Work, Career Work, Career

10 Dos and Don’ts of Networking

Tip #8: Don’t be too thirsty.

Networking is a necessary evil, but when used for the forces of good, it’s an amazing tool that ignites opportunity through relationship building. Learning how to do it well is a skill set unto itself and one that takes practice. Most of my business mantras don’t come from Kid Ink, but with regards to networking, I completely agree with him: “Let’s just be honest. Let’s be real.”  Here are a few dos and don’ts to help you get through your next networking event

1.  Don’t be afraid to introduce yourself.

While it can be intimidating to roll up on someone and start a conversation, it’s often necessary. There is no shame in admitting that bum-rushing your way into a conversation isn’t your favorite approach for relationship building. Sincerity often goes a long way so be honest and acknowledge your discomfort. If you’re from the cool and confidant school of networking then know what you plan to say to engage your audience.

2.  Try and be a friend first.

Don’t go in for the kill and start with your elevator pitch. The me, me, me approach is never a big hit! Genuinely be interested in whomever you are speaking to. Most people love to talk about themselves so start there. Ask questions about who they are, where they are from, and what they do before you hit ‘em with the glory that is you.

3.  When sharing info about yourself, be sure to keep it concise yet interesting.

Have the basics ready, but make sure it doesn’t sound scripted. Talk with passion and confidence, but make sure it’s an inclusive conversation and not a sales pitch.

4.  Keep it short and sweet.

If communicating via email or social media messaging it is important to keep it short and sweet. Copy-heavy outreach is usually skimmed or wholly ignored.  The subject is as important as the text in the body. A creative subject gets your email opened and read.

5.  Bring a wingperson.

Sometimes having a friend or business associate at your side that knows you well allows you to play off each other and makes the conversation a little more natural and informal. AND NEVER FORGET YOUR BUSINESS CARDS!
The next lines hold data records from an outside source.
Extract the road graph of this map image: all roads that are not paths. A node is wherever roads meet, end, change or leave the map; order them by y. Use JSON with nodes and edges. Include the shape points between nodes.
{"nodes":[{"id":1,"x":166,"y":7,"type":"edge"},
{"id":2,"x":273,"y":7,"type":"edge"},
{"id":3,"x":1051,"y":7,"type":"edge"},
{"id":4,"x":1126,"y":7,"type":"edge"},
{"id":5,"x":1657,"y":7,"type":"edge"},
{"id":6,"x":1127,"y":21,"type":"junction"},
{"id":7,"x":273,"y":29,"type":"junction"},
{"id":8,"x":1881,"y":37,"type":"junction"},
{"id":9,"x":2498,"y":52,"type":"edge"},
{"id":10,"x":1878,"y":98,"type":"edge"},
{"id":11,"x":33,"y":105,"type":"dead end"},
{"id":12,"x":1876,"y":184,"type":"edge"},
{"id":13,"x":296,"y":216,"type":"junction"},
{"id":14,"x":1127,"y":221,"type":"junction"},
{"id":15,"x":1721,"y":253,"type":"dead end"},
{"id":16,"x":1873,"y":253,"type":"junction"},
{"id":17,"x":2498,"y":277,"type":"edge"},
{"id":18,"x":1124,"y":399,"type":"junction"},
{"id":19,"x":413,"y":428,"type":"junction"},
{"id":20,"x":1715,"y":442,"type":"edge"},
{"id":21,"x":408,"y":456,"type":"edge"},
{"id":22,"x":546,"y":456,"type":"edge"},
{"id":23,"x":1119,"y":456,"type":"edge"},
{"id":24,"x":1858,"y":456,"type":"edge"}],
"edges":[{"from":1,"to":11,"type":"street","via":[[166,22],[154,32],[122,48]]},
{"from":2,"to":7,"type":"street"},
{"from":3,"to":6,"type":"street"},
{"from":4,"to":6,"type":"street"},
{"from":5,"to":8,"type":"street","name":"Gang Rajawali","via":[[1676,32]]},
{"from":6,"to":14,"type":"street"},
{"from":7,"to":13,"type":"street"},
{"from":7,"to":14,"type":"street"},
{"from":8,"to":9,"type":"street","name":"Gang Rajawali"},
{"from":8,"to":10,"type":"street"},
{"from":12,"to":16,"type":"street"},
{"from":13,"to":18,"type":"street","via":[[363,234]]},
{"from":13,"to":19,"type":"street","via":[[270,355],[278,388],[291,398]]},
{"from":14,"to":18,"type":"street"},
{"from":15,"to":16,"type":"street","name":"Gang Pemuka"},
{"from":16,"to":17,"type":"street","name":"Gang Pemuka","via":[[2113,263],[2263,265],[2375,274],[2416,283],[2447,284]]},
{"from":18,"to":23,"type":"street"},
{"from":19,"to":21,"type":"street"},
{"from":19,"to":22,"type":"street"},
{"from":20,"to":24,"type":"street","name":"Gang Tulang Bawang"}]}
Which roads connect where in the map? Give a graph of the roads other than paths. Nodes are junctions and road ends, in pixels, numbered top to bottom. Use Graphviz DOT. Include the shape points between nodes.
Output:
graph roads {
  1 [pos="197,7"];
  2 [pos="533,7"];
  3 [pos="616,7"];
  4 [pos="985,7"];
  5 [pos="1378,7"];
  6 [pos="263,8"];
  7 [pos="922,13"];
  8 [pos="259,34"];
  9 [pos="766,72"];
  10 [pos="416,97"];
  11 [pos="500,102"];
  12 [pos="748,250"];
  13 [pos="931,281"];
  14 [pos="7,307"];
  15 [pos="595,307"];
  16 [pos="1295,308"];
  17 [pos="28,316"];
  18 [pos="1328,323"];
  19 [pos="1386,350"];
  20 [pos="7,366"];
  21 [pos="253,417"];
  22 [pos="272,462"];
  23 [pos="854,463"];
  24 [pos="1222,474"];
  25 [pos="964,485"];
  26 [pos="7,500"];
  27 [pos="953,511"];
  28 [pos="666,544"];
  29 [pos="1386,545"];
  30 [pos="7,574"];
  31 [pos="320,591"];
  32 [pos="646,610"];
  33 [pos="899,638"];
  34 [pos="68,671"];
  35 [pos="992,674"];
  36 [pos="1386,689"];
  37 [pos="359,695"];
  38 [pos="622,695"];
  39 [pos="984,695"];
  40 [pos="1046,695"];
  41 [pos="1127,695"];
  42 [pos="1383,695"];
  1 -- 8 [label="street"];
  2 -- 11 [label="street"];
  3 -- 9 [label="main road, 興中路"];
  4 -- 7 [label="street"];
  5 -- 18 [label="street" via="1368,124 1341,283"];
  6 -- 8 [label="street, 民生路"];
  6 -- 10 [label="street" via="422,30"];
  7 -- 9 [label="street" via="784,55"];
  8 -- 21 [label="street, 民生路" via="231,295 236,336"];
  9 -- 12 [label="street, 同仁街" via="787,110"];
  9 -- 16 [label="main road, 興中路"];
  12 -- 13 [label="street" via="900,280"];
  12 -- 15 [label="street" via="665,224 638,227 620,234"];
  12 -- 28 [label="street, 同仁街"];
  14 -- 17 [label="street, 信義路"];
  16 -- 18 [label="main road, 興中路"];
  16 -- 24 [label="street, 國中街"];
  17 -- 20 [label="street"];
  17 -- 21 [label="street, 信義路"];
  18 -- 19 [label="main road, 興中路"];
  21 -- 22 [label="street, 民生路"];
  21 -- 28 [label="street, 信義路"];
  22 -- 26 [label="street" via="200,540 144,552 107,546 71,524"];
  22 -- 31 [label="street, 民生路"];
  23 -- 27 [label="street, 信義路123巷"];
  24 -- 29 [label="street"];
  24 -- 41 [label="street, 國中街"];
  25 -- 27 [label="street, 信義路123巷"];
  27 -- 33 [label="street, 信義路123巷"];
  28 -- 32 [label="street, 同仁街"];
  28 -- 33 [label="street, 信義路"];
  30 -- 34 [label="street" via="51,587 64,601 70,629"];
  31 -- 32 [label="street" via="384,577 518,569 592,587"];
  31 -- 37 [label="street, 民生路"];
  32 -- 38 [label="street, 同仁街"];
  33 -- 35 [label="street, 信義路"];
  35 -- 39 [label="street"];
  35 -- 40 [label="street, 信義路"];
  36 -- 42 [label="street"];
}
6.  Do something to make yourself memorable.

A funny story, a quick anecdote, or a seemingly unrelated question about your conversation partner’s life will make you stand out and give you a chance to follow up via email and reference your own originality. A little humor and wit can go a long way.  This is especially important if you are at a networking event where everyone has similar goals and lots of conversations are happening.

7.  Look for commonality.

It’s great to find a parallel interest that you can bond over. It doesn’t matter if it’s work-related or totally inane and random. Whether it’s a mutual passion for Fetty Wap, a love of DIY crafts, or a commitment to binge-watching “Homeland,” finding common ground is a great way to solidify yourself in the hearts and minds of whomever you're chatting with.

8.  Don’t be too thirsty.

If you sense that whomever you're speaking to isn’t interested: gracefully bow out. It’s like dating, it’s way better to be the ghoster rather than the ghostee.

9.  For networking in the online space, don’t be afraid of the “cold pitch.”

Especially if you can find a way to engage with someone that will prevent it from feeling totally random. There is no shame in doing a little research without taking it to stalker-ville. It makes you seem prepared and shows that you’re not interested in wasting anyone’s time. You are reaching out for a reason.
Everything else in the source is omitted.